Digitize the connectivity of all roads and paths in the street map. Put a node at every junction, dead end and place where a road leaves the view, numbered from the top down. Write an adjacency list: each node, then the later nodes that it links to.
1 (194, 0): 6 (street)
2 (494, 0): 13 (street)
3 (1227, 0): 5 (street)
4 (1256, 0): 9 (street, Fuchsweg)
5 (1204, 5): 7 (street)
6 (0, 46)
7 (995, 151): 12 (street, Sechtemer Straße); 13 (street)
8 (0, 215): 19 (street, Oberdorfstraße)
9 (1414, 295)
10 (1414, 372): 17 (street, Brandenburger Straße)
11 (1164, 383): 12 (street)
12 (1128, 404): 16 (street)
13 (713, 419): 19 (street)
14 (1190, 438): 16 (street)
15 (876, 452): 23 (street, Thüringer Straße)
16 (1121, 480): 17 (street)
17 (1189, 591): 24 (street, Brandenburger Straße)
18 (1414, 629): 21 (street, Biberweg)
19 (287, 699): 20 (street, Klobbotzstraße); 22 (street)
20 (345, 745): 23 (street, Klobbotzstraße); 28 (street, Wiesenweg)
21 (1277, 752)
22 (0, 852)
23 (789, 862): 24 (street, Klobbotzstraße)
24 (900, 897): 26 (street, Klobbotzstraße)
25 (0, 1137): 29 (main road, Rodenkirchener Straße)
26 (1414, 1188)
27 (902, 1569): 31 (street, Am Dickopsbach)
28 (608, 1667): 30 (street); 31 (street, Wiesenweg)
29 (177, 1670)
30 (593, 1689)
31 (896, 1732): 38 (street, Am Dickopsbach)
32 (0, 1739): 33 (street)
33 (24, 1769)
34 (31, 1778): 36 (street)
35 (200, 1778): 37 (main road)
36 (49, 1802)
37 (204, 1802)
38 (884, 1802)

## INSTRUCTIONS FOR THE TASK
Reproduce the whole listing without changing anything.

## EXERCISE OUTPUT
Digitize the connectivity of all roads and paths in the street map. Put a node at every junction, dead end and place where a road leaves the view, numbered from the top down. Write an adjacency list: each node, then the later nodes that it links to.
1 (194, 0): 6 (street)
2 (494, 0): 13 (street)
3 (1227, 0): 5 (street)
4 (1256, 0): 9 (street, Fuchsweg)
5 (1204, 5): 7 (street)
6 (0, 46)
7 (995, 151): 12 (street, Sechtemer Straße); 13 (street)
8 (0, 215): 19 (street, Oberdorfstraße)
9 (1414, 295)
10 (1414, 372): 17 (street, Brandenburger Straße)
11 (1164, 383): 12 (street)
12 (1128, 404): 16 (street)
13 (713, 419): 19 (street)
14 (1190, 438): 16 (street)
15 (876, 452): 23 (street, Thüringer Straße)
16 (1121, 480): 17 (street)
17 (1189, 591): 24 (street, Brandenburger Straße)
18 (1414, 629): 21 (street, Biberweg)
19 (287, 699): 20 (street, Klobbotzstraße); 22 (street)
20 (345, 745): 23 (street, Klobbotzstraße); 28 (street, Wiesenweg)
21 (1277, 752)
22 (0, 852)
23 (789, 862): 24 (street, Klobbotzstraße)
24 (900, 897): 26 (street, Klobbotzstraße)
25 (0, 1137): 29 (main road, Rodenkirchener Straße)
26 (1414, 1188)
27 (902, 1569): 31 (street, Am Dickopsbach)
28 (608, 1667): 30 (street); 31 (street, Wiesenweg)
29 (177, 1670)
30 (593, 1689)
31 (896, 1732): 38 (street, Am Dickopsbach)
32 (0, 1739): 33 (street)
33 (24, 1769)
34 (31, 1778): 36 (street)
35 (200, 1778): 37 (main road)
36 (49, 1802)
37 (204, 1802)
38 (884, 1802)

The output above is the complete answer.